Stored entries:
>>>>>
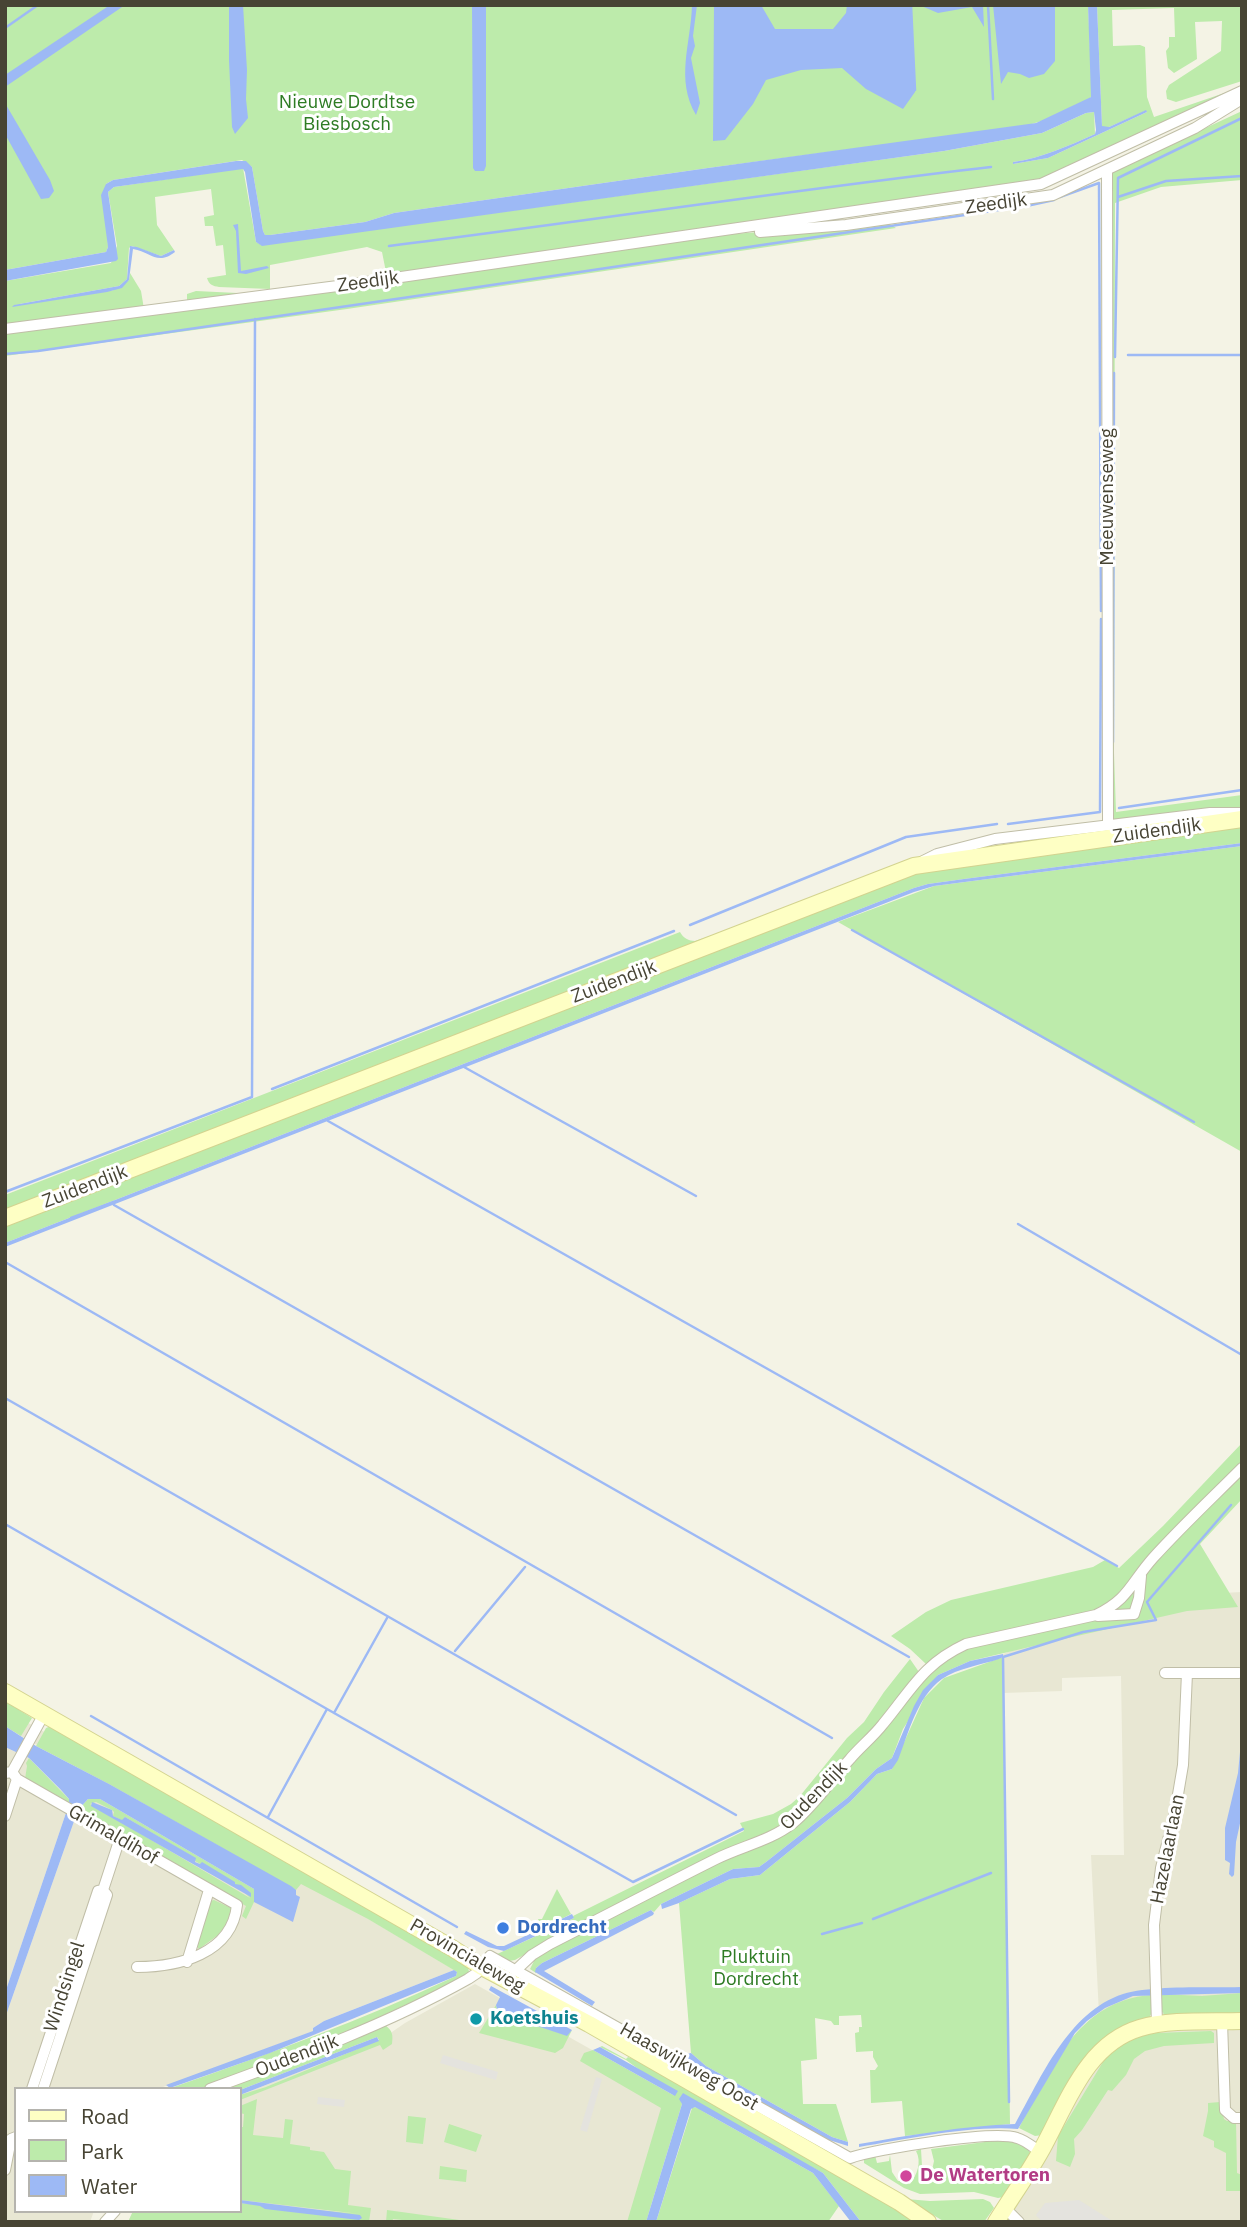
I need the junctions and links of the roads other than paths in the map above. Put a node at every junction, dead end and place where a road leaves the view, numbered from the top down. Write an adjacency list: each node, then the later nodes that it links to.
1 (1242, 91): 4 (street, Zeedijk)
2 (1242, 99): 3 (street, Zeedijk)
3 (1107, 170): 4 (street, Zeedijk); 8 (street, Meeuwenseweg)
4 (729, 230): 5 (street, Zeedijk)
5 (5, 329)
6 (1242, 813): 8 (street)
7 (1242, 819): 9 (street, Zuidendijk)
8 (1108, 824): 9 (street)
9 (914, 866): 10 (street, Zuidendijk)
10 (5, 1218)
11 (1242, 1468): 12 (street, Oudendijk)
12 (1142, 1573): 13 (street, Oudendijk); 13 (street, Oudendijk)
13 (1096, 1615): 27 (street, Oudendijk)
14 (1165, 1673): 15 (street)
15 (1187, 1673): 16 (street); 31 (street, Hazelaarlaan)
16 (1239, 1673)
17 (5, 1692): 18 (street, Provincialeweg)
18 (41, 1719): 19 (street); 25 (street, Provincialeweg)
19 (12, 1775): 20 (street); 21 (street, Grimaldihof)
20 (5, 1816)
21 (121, 1838): 22 (street, Windsingel); 23 (street, Grimaldihof)
22 (103, 1890): 32 (street, Windsingel); 33 (street, Windsingel)
23 (209, 1890): 24 (street); 24 (street, Grimaldihof)
24 (187, 1962): 26 (street, Grimaldihof)
25 (486, 1962): 27 (street, Haaswijkweg Oost); 28 (street, Provincialeweg); 34 (street, Oudendijk)
26 (138, 1967)
27 (516, 1970): 28 (street, Haaswijkweg Oost)
28 (524, 1982): 37 (street, Haaswijkweg Oost); 40 (street, Provincialeweg)
29 (1242, 2021): 30 (street)
30 (1222, 2022): 31 (street); 35 (street)
31 (1157, 2024): 37 (street)
32 (33, 2087)
33 (44, 2087)
34 (215, 2087)
35 (1242, 2118)
36 (11, 2138): 38 (street)
37 (1040, 2152): 39 (street)
38 (5, 2171)
39 (1000, 2215): 41 (street)
40 (928, 2222)
41 (1019, 2222)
<<<<<
■ **Instructions to follow**
Without including any pictures, please restate all the records exactly.

■ **Reply**
I need the junctions and links of the roads other than paths in the map above. Put a node at every junction, dead end and place where a road leaves the view, numbered from the top down. Write an adjacency list: each node, then the later nodes that it links to.
1 (1242, 91): 4 (street, Zeedijk)
2 (1242, 99): 3 (street, Zeedijk)
3 (1107, 170): 4 (street, Zeedijk); 8 (street, Meeuwenseweg)
4 (729, 230): 5 (street, Zeedijk)
5 (5, 329)
6 (1242, 813): 8 (street)
7 (1242, 819): 9 (street, Zuidendijk)
8 (1108, 824): 9 (street)
9 (914, 866): 10 (street, Zuidendijk)
10 (5, 1218)
11 (1242, 1468): 12 (street, Oudendijk)
12 (1142, 1573): 13 (street, Oudendijk); 13 (street, Oudendijk)
13 (1096, 1615): 27 (street, Oudendijk)
14 (1165, 1673): 15 (street)
15 (1187, 1673): 16 (street); 31 (street, Hazelaarlaan)
16 (1239, 1673)
17 (5, 1692): 18 (street, Provincialeweg)
18 (41, 1719): 19 (street); 25 (street, Provincialeweg)
19 (12, 1775): 20 (street); 21 (street, Grimaldihof)
20 (5, 1816)
21 (121, 1838): 22 (street, Windsingel); 23 (street, Grimaldihof)
22 (103, 1890): 32 (street, Windsingel); 33 (street, Windsingel)
23 (209, 1890): 24 (street); 24 (street, Grimaldihof)
24 (187, 1962): 26 (street, Grimaldihof)
25 (486, 1962): 27 (street, Haaswijkweg Oost); 28 (street, Provincialeweg); 34 (street, Oudendijk)
26 (138, 1967)
27 (516, 1970): 28 (street, Haaswijkweg Oost)
28 (524, 1982): 37 (street, Haaswijkweg Oost); 40 (street, Provincialeweg)
29 (1242, 2021): 30 (street)
30 (1222, 2022): 31 (street); 35 (street)
31 (1157, 2024): 37 (street)
32 (33, 2087)
33 (44, 2087)
34 (215, 2087)
35 (1242, 2118)
36 (11, 2138): 38 (street)
37 (1040, 2152): 39 (street)
38 (5, 2171)
39 (1000, 2215): 41 (street)
40 (928, 2222)
41 (1019, 2222)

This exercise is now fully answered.